Adıbelli, IŞİD militanlarının Kazakistan’da olduğu tezlerine atıf yaparken, Ortadoğu’da icat edilen mobilitesi yüksek bu örgütün geçirgen bir coğrafyada bu türlü anılmasına dikkat çekti:

“IŞİD militanlarının Kazakistan’da olduğu argümanı var. IŞİD’in yapay bir örgüt olduğu biliniyor. Ortadoğu’da icat edildi, toplanıp yerleştirildi. Taliban’ın IŞİD Horasan ile uğraş etmesinin engellendiği söyleniyor. O denli de bir yerde ki Çin hududuna yakın. Mobilitesi yüksek. Coğrafya da epeyce geçirgen. Tüm Orta Asya o denli. Yoksa fırsattan istifade onlar da ortalığı ismine mı gitmiştir. 1989’da Çin’deki Tiananmen olayında toplanan öğrenciler bir iki ay ortasında rejime yöneldi. Buradan yola çıkarak bakılınca Kazakistan’da da bu biçimde oldu. Suçsuz başladı lakin süratli bir biçimde bu biçimde oldu.”

‘Türk Devletleri Teşkilatı yeni kurulan bir örgüt, açılalı aylar olmuş bir örgüt ‘niye yapmadı’ dememeliyiz’

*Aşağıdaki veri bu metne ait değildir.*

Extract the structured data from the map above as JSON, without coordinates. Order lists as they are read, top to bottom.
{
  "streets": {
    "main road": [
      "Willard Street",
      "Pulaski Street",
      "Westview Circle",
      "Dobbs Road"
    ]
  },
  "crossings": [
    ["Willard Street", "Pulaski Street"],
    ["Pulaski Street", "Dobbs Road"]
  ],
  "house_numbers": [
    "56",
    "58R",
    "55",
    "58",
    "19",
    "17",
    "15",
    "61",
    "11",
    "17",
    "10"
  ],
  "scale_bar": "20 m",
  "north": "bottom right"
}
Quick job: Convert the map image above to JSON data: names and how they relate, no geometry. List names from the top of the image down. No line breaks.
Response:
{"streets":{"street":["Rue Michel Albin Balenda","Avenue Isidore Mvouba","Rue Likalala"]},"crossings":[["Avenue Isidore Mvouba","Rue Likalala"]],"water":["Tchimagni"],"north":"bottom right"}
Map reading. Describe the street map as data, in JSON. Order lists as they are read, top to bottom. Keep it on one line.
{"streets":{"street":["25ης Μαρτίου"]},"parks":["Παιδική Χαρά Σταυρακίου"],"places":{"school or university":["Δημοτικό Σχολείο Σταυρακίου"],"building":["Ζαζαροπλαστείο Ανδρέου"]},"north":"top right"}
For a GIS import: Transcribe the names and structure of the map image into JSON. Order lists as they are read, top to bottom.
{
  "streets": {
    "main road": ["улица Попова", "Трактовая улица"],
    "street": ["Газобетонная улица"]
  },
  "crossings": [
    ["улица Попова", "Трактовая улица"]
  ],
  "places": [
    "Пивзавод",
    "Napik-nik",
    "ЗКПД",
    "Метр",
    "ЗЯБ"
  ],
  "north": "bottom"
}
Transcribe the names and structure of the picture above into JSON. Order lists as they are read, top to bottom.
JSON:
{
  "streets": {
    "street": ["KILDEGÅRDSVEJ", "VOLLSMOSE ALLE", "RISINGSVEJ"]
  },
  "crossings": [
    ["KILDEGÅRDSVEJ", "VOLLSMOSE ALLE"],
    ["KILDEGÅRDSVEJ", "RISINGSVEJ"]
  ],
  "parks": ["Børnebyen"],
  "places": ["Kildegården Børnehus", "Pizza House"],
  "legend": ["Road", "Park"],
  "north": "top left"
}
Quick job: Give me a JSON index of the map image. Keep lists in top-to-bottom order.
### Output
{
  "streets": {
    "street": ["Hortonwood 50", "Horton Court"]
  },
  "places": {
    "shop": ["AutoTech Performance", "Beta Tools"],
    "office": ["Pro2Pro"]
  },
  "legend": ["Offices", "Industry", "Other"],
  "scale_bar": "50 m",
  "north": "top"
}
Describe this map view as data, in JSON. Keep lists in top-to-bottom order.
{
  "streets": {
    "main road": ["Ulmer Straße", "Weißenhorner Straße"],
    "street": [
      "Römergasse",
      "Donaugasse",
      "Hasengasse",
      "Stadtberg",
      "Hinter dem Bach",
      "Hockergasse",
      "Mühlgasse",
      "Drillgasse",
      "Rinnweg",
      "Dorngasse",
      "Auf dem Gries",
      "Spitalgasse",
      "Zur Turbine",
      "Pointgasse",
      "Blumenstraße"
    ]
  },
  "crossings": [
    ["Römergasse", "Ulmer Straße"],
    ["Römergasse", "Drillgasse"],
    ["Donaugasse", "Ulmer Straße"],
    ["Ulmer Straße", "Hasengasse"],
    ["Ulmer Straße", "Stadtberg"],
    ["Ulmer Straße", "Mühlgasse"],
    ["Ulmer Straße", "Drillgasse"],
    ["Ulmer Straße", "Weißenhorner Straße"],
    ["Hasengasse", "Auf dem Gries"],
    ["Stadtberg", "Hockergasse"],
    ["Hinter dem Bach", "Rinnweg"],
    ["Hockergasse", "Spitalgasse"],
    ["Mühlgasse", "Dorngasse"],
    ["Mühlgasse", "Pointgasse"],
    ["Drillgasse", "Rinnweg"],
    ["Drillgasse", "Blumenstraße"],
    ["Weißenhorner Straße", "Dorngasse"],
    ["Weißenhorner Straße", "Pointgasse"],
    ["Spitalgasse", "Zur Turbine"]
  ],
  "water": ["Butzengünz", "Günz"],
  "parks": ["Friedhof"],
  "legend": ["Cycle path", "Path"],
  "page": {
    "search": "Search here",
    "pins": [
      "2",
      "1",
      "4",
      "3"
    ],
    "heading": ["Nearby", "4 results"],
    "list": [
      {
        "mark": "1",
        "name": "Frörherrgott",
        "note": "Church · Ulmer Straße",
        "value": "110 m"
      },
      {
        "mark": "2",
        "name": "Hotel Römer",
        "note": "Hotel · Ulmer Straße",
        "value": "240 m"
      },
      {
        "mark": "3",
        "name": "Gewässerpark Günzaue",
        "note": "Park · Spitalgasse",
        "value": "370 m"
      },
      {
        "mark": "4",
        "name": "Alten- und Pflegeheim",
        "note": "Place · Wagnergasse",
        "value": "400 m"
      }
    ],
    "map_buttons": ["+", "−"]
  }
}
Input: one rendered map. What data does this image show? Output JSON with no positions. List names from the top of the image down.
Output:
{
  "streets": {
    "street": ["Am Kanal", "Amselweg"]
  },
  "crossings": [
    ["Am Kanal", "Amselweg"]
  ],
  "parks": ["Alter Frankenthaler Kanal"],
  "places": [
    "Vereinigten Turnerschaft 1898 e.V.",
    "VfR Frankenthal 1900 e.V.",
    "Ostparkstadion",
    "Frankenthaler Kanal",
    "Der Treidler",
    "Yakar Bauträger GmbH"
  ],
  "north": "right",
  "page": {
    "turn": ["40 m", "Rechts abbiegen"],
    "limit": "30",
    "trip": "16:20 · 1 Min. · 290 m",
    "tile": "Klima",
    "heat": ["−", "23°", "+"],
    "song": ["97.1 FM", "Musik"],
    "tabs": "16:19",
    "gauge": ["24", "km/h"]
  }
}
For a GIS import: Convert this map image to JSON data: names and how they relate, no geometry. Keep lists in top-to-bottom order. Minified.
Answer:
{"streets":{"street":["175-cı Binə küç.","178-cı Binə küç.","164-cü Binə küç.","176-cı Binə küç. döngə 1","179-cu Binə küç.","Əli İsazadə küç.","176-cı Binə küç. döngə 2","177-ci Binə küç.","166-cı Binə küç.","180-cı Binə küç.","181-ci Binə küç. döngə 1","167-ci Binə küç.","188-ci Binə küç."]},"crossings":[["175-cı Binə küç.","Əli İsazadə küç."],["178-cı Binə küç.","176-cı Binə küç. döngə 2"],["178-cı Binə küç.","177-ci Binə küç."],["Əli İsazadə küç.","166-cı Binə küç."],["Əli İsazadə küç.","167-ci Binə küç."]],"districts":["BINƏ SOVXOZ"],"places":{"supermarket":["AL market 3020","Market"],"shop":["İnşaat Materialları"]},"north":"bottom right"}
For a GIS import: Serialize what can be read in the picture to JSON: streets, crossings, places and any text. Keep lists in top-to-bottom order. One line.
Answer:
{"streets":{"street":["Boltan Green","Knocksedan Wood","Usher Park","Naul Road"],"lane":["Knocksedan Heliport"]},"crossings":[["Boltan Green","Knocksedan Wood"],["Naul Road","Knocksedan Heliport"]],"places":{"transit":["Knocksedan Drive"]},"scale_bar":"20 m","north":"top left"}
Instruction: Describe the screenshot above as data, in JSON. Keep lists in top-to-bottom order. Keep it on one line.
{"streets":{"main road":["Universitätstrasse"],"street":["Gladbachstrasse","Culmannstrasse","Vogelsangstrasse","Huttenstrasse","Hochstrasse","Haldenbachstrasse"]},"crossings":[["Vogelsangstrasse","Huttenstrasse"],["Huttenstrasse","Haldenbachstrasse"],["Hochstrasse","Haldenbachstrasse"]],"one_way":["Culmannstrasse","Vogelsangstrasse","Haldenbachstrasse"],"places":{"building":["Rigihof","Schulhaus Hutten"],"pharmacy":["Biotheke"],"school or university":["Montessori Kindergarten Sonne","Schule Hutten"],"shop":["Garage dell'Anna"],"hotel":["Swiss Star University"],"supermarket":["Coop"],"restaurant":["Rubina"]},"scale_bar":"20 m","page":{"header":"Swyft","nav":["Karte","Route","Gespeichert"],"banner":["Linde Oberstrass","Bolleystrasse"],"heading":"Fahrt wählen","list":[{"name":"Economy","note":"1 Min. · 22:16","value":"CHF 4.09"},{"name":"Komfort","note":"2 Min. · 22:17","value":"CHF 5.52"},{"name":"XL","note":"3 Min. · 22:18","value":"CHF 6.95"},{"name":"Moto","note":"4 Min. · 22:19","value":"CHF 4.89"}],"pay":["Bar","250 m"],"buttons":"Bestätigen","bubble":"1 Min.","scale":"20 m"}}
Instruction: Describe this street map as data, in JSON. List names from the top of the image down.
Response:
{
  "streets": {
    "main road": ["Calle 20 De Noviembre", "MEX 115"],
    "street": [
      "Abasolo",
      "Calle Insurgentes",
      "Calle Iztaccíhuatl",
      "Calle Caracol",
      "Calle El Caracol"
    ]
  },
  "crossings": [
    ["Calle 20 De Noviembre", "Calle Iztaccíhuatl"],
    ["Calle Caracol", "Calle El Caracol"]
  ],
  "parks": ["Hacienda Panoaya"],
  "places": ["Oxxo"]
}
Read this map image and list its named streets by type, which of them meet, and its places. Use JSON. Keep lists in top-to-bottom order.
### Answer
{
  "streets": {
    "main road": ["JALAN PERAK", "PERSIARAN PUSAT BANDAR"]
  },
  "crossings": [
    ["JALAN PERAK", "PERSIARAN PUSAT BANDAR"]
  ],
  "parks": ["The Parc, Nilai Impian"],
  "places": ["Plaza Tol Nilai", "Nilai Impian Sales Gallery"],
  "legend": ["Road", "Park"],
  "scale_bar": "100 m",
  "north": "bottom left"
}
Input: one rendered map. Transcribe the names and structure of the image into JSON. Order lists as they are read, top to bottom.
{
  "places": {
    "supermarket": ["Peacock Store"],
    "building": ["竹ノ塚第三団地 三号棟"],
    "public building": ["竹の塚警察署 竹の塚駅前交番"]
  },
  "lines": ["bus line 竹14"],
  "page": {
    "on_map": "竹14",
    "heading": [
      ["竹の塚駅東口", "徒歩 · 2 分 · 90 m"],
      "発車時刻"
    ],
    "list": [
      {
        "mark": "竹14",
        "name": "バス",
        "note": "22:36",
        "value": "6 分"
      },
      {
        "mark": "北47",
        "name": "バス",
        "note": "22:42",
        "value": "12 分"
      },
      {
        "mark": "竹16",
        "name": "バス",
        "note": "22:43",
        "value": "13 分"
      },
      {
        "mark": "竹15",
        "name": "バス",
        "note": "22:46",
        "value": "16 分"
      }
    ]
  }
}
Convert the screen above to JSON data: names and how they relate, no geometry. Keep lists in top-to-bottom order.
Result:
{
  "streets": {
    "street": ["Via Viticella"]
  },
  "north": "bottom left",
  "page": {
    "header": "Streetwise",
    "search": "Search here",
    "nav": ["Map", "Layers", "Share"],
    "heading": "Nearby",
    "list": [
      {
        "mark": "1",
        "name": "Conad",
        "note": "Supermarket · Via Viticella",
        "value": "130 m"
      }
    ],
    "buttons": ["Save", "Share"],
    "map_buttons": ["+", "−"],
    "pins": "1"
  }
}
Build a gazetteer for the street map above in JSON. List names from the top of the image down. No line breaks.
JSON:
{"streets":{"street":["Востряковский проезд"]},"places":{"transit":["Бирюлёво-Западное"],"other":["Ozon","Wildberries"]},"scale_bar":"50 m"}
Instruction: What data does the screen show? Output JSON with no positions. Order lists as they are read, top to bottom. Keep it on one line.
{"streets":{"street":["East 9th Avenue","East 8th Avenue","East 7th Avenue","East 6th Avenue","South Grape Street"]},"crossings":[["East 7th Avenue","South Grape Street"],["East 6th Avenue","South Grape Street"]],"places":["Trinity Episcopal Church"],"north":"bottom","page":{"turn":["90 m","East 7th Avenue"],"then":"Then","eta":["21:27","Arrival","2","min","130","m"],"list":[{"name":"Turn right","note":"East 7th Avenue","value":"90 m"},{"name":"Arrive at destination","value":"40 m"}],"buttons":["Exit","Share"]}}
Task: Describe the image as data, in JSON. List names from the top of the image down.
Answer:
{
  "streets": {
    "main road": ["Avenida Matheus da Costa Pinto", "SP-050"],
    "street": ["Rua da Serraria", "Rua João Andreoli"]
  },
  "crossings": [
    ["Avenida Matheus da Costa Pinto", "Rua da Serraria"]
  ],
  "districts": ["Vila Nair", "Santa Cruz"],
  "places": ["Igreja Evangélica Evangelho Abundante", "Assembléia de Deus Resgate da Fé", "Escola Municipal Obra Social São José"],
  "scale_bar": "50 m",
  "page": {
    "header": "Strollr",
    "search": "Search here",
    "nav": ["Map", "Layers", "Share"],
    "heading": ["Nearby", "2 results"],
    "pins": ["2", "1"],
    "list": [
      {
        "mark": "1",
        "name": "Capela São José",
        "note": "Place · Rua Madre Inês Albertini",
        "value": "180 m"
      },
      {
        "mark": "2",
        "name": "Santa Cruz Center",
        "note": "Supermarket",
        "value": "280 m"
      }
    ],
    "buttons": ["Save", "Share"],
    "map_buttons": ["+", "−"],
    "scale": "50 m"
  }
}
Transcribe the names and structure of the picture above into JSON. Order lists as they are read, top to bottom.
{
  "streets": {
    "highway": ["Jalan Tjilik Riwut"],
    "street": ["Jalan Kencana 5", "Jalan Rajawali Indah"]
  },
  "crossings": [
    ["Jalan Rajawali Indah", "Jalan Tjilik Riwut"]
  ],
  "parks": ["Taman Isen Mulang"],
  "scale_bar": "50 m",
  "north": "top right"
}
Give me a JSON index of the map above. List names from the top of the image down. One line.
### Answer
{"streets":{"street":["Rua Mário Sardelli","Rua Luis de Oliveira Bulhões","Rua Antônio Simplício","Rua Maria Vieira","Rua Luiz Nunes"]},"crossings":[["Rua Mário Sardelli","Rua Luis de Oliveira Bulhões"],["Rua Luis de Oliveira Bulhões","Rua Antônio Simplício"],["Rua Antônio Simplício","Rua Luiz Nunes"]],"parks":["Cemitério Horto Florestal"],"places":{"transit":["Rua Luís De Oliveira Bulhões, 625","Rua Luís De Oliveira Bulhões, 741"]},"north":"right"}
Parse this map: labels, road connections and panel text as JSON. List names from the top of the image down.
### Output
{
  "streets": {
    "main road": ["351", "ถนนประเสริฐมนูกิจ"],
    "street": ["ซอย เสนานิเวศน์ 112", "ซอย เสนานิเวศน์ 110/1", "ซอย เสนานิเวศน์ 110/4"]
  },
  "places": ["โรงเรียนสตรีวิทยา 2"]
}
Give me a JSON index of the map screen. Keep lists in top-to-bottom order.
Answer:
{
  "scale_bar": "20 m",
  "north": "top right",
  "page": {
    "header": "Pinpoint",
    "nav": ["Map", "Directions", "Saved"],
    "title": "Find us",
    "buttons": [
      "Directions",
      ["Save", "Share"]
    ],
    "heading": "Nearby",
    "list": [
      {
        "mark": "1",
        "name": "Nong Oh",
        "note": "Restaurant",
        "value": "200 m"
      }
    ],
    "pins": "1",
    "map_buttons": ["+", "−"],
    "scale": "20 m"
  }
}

Türk Devletleri Teşkilatı’nın yeni kurulan bir örgüt olduğunu vurgulayan Adıbelli, işlevsizliği niçiniyle haksızlık yapılmaması gerektiği görüşünde. Adıbelli, Türk Devletleri Teşkilatı’nın ekonomik işbirliği ve dayanışma boyutlarının bulunduğu fakat askeri boyutunun bulunmadığını anımsattı:


“Türk Devletleri Teşkilatı’na haksızlık yapıyoruz, zira daha yeni kurulan bir örgüt. Bir örgütü bu kadar çabuk biçimde etkin etmek, ‘Müdahale etsin’ demek o örgüte yapılacak en büyük yanlışlık. ŞİÖ 2001’de kurulduğunda Amerika ve öteki ülkeler tarafınca sabun köpüğü olarak isimlendirdiler. ŞİÖ ne vakit kendini gösterebildi? 2005’te Astana tepesinde ABD’ye ‘Orta Asya’da üsleri derhal kapat’ dediği vakit. Hem ‘Afganistan’dan asker çek’ dedi birebir vakitte ‘üyelerimizin topraklarından çek’ dedi. bu biçimde ŞİÖ milletlerarası alana girdi. Ortadan 4 yıl geçmiş. Artık açılalı daha aylar olan Türk Devletleri Teşkilatı’na ‘Niye yapmadı?’ dememeliyiz. Türk Devletleri Teşkilatı’nda ekonomik işbirliği, her alanda dayanışma var ancak askeri boyutu yok. Öbür tarafta Kazakistan’ın ortasında bulunduğu KGAÖ var. BM’nin 51 hususu esasen o hakkı veriyor ve başvuruyor. esasen bu çeşit örgütler karşılaştıkları meselelerle yüzleşe yüzleşe büyürler. Bundan daha sonraki süreçte daha süratli bir müdahale olacağını düşünüyorum. Hepsi tıpkı bölgenin ülkeleri. Türk Devletleri içerisinde olan devletler aslına bakarsanız KGAÖ’de de varlar. Dayanışma, istişare, memleketler arası toplulukta daha büyük takviye bağlamında olabilir. Bu tarafta takviye vereceğini Türk Devletleri Teşkilatı deklare etti. İşin ötesinde bir daha stratejimiz bir sarsıntıya uğradı. Orta Asya, Türkiye’nin Asya siyasetinin göbeğiydi. Onun için Türk Devletleri Teşkilatı’nda öteki projeler bu minvalde yürüyordu. Kazakistan da hayli değerli bir sütundu. Bu iş burada olunca bütün şok burada ortaya çıktı. her insanın başı karışık. Bunun sebebi her insanın şaşırmış olması zira kimse Kazakistan’da bunu beklemiyordu.”